*Exercise requirements*
Please copy out each line of the entries in which "nodes" appears.

*Given records*
BEGIN

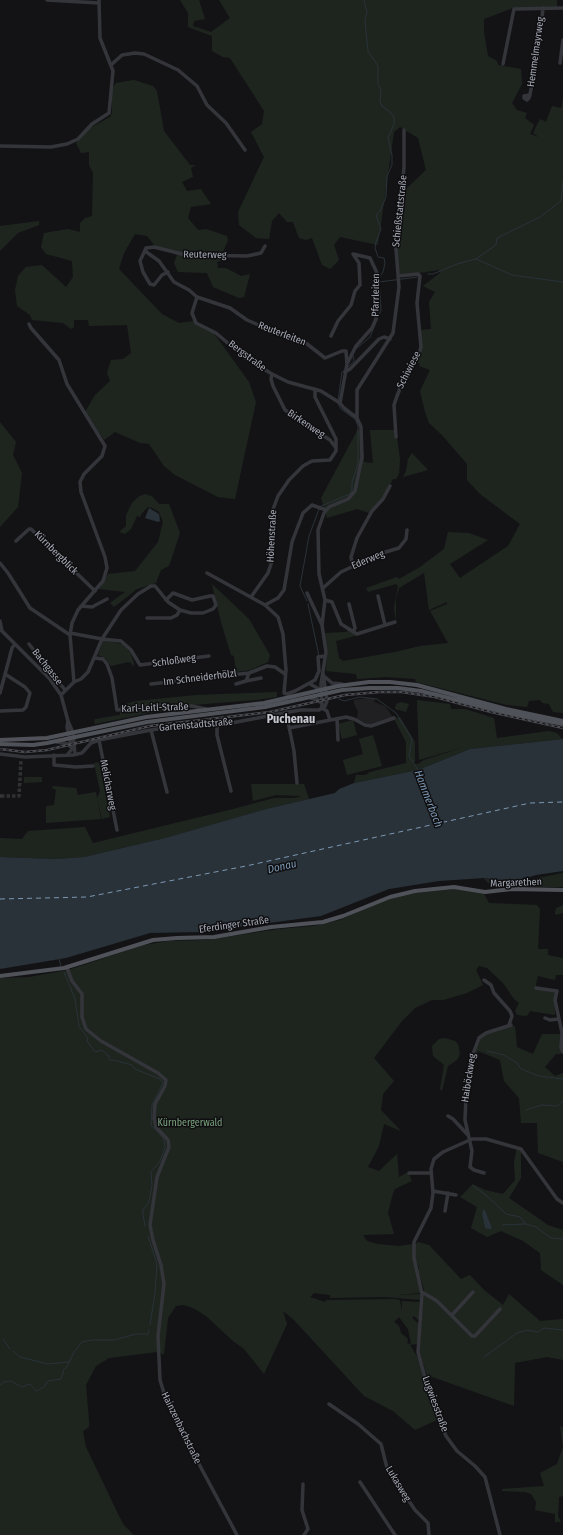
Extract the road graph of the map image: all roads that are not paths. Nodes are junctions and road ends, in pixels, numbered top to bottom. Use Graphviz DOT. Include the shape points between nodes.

END
BEGIN

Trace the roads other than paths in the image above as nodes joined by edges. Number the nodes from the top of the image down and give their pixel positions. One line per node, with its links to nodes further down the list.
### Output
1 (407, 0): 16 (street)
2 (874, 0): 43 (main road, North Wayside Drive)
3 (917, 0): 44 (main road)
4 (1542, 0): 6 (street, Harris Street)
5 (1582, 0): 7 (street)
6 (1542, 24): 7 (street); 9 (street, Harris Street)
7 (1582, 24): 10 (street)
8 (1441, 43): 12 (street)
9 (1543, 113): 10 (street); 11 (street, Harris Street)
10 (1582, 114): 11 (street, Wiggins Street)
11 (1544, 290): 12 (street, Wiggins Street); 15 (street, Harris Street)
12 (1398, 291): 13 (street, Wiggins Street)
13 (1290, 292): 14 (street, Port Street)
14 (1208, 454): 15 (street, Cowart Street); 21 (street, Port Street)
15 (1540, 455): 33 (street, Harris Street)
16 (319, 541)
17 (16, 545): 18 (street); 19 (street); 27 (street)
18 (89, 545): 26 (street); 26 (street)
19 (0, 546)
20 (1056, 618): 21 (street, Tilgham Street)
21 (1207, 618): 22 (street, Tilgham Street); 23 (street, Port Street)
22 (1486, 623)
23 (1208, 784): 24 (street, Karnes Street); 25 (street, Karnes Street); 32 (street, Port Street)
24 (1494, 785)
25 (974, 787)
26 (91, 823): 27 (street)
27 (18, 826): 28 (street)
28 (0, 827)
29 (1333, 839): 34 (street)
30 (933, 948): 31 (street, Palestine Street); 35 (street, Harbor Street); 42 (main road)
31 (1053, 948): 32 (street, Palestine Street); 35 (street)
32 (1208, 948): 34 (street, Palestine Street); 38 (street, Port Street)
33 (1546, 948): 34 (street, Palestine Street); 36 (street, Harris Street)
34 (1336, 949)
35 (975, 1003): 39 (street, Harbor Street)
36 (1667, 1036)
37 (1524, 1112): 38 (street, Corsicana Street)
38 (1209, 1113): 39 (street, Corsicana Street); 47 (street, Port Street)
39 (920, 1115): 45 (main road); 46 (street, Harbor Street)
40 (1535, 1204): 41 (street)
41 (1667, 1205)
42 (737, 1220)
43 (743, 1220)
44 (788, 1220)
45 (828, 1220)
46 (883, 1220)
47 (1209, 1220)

END

*Response to the task*
Extract the road graph of the map image: all roads that are not paths. Nodes are junctions and road ends, in pixels, numbered top to bottom. Use Graphviz DOT. Include the shape points between nodes.
Trace the roads other than paths in the image above as nodes joined by edges. Number the nodes from the top of the image down and give their pixel positions. One line per node, with its links to nodes further down the list.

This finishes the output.